* [What the task requires] Which lines in the records below contain the word "wherever"? Return each of them.

[Saved entries]
◆ ◆ ◆ ◆ ◆
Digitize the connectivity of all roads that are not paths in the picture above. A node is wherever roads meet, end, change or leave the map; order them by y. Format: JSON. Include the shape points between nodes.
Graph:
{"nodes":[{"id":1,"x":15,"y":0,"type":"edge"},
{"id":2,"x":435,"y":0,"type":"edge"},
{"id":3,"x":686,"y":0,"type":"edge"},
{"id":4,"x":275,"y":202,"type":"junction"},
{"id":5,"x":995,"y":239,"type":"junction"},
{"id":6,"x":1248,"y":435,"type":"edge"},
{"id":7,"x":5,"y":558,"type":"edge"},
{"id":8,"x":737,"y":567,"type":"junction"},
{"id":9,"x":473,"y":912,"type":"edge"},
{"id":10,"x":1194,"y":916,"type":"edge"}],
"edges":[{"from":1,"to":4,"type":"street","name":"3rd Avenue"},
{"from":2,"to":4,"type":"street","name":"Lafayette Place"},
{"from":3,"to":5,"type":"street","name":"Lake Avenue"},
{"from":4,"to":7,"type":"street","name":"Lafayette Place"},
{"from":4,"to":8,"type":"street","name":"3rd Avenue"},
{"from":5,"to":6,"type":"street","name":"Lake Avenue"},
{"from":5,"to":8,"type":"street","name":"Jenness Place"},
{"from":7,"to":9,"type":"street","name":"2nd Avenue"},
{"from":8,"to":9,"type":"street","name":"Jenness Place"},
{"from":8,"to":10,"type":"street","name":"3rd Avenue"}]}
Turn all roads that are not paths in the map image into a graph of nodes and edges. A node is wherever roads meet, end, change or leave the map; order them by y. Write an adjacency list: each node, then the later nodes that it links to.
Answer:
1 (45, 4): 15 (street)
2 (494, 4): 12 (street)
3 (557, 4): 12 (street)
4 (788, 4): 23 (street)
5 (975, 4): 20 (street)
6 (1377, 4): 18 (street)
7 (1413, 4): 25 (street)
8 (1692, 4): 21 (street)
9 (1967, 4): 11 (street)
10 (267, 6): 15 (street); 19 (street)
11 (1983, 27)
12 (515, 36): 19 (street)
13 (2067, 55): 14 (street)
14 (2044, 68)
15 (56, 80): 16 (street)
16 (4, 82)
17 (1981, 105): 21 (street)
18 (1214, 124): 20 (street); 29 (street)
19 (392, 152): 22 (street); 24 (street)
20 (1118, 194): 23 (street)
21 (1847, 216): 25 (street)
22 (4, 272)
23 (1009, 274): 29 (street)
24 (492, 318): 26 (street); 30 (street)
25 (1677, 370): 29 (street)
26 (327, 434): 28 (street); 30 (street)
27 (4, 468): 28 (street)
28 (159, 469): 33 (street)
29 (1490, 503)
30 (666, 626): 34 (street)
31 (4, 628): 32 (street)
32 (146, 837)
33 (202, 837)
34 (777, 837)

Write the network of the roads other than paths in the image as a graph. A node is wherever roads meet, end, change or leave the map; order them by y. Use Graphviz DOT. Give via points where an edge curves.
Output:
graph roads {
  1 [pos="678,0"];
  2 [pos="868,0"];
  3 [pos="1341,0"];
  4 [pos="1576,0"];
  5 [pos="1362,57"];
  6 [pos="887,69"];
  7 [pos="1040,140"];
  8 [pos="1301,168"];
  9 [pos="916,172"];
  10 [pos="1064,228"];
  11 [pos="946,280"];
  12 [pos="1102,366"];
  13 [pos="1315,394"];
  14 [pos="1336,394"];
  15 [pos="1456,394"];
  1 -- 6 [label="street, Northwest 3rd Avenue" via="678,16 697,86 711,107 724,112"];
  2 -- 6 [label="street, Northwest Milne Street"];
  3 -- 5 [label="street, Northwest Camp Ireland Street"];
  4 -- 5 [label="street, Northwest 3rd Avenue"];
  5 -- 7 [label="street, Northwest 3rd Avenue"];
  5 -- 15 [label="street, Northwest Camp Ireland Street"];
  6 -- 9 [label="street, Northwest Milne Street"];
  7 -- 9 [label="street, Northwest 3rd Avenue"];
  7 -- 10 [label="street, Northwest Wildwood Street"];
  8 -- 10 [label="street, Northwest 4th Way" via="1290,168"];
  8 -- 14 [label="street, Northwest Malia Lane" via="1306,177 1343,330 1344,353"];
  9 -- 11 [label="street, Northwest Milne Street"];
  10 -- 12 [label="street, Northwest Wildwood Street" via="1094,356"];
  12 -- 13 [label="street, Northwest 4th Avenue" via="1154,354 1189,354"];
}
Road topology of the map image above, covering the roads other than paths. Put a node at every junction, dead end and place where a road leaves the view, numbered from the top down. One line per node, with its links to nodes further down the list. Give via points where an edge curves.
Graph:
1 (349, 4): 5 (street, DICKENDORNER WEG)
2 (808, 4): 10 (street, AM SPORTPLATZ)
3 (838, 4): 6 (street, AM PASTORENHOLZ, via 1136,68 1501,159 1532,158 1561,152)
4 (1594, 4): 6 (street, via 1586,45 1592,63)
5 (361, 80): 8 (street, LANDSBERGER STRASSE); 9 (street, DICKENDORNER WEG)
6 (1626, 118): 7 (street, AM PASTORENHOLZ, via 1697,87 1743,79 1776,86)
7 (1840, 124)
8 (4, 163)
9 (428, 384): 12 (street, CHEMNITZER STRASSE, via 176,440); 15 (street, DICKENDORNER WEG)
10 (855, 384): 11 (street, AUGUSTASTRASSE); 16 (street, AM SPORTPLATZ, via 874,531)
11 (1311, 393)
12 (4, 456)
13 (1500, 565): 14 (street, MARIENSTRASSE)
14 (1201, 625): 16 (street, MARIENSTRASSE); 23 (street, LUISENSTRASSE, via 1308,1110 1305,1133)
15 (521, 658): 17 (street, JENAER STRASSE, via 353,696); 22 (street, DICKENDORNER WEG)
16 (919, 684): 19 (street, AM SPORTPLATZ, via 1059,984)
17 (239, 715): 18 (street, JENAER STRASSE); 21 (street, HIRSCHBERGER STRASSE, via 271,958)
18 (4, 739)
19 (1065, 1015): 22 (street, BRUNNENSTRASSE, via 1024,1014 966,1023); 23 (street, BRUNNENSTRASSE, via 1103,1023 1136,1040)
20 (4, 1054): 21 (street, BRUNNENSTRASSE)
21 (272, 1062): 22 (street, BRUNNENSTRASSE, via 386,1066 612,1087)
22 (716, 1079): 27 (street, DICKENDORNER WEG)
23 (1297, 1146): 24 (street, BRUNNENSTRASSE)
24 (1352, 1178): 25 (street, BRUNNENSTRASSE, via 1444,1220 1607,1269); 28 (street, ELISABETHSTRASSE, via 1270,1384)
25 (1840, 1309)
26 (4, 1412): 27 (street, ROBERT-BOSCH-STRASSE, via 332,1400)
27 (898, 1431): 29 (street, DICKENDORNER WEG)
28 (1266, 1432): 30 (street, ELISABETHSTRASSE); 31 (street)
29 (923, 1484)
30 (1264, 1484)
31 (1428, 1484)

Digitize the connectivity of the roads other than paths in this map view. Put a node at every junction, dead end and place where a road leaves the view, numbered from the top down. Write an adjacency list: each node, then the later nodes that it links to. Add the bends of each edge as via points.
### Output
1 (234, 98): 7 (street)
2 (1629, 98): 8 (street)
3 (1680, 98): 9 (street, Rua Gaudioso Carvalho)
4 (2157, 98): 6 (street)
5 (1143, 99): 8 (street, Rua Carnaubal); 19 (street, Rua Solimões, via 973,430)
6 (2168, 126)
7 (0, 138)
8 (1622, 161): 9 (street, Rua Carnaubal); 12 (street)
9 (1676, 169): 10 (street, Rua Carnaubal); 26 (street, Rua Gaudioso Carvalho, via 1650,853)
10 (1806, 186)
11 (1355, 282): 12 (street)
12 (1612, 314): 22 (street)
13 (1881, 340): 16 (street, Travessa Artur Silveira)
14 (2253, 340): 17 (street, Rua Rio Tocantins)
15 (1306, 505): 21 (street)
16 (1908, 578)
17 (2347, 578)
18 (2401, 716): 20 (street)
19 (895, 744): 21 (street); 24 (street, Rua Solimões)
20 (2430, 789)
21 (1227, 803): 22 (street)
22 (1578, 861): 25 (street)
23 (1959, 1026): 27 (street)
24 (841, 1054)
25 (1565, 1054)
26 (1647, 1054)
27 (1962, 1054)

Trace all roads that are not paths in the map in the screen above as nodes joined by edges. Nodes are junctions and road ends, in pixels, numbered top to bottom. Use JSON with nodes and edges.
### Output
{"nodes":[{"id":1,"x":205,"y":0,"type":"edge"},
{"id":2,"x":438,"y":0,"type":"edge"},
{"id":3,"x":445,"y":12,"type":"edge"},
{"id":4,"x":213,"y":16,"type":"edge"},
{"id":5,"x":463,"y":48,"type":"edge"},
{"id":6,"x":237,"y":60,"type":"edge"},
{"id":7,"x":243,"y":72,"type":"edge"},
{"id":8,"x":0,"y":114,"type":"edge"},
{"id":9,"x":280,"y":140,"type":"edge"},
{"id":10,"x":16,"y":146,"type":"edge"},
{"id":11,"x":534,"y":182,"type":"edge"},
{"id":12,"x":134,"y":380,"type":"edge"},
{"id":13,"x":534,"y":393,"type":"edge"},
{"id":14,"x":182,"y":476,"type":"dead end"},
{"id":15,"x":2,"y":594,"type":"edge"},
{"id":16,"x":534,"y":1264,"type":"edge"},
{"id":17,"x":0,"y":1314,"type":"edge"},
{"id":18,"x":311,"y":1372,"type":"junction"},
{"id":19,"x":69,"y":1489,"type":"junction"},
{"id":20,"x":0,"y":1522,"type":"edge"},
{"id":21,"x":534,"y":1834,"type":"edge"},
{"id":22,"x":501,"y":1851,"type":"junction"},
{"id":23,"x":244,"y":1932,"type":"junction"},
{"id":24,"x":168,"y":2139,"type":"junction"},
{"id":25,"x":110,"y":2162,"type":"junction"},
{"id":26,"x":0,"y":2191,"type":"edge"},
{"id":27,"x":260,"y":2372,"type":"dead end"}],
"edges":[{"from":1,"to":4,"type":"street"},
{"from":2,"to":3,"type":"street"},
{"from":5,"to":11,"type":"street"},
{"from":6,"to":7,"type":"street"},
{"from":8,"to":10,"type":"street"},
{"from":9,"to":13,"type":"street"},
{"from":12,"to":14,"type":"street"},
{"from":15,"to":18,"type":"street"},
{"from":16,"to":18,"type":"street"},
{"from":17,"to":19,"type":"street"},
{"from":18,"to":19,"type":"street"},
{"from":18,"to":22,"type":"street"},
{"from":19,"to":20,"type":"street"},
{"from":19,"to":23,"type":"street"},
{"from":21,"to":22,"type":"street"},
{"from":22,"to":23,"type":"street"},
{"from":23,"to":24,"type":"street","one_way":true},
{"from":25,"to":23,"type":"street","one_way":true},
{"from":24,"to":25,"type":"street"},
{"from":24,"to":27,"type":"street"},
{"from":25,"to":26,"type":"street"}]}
◆ ◆ ◆ ◆ ◆
* [Answer below]
Digitize the connectivity of all roads that are not paths in the picture above. A node is wherever roads meet, end, change or leave the map; order them by y. Format: JSON. Include the shape points between nodes.
Turn all roads that are not paths in the map image into a graph of nodes and edges. A node is wherever roads meet, end, change or leave the map; order them by y. Write an adjacency list: each node, then the later nodes that it links to.
Write the network of the roads other than paths in the image as a graph. A node is wherever roads meet, end, change or leave the map; order them by y. Use Graphviz DOT. Give via points where an edge curves.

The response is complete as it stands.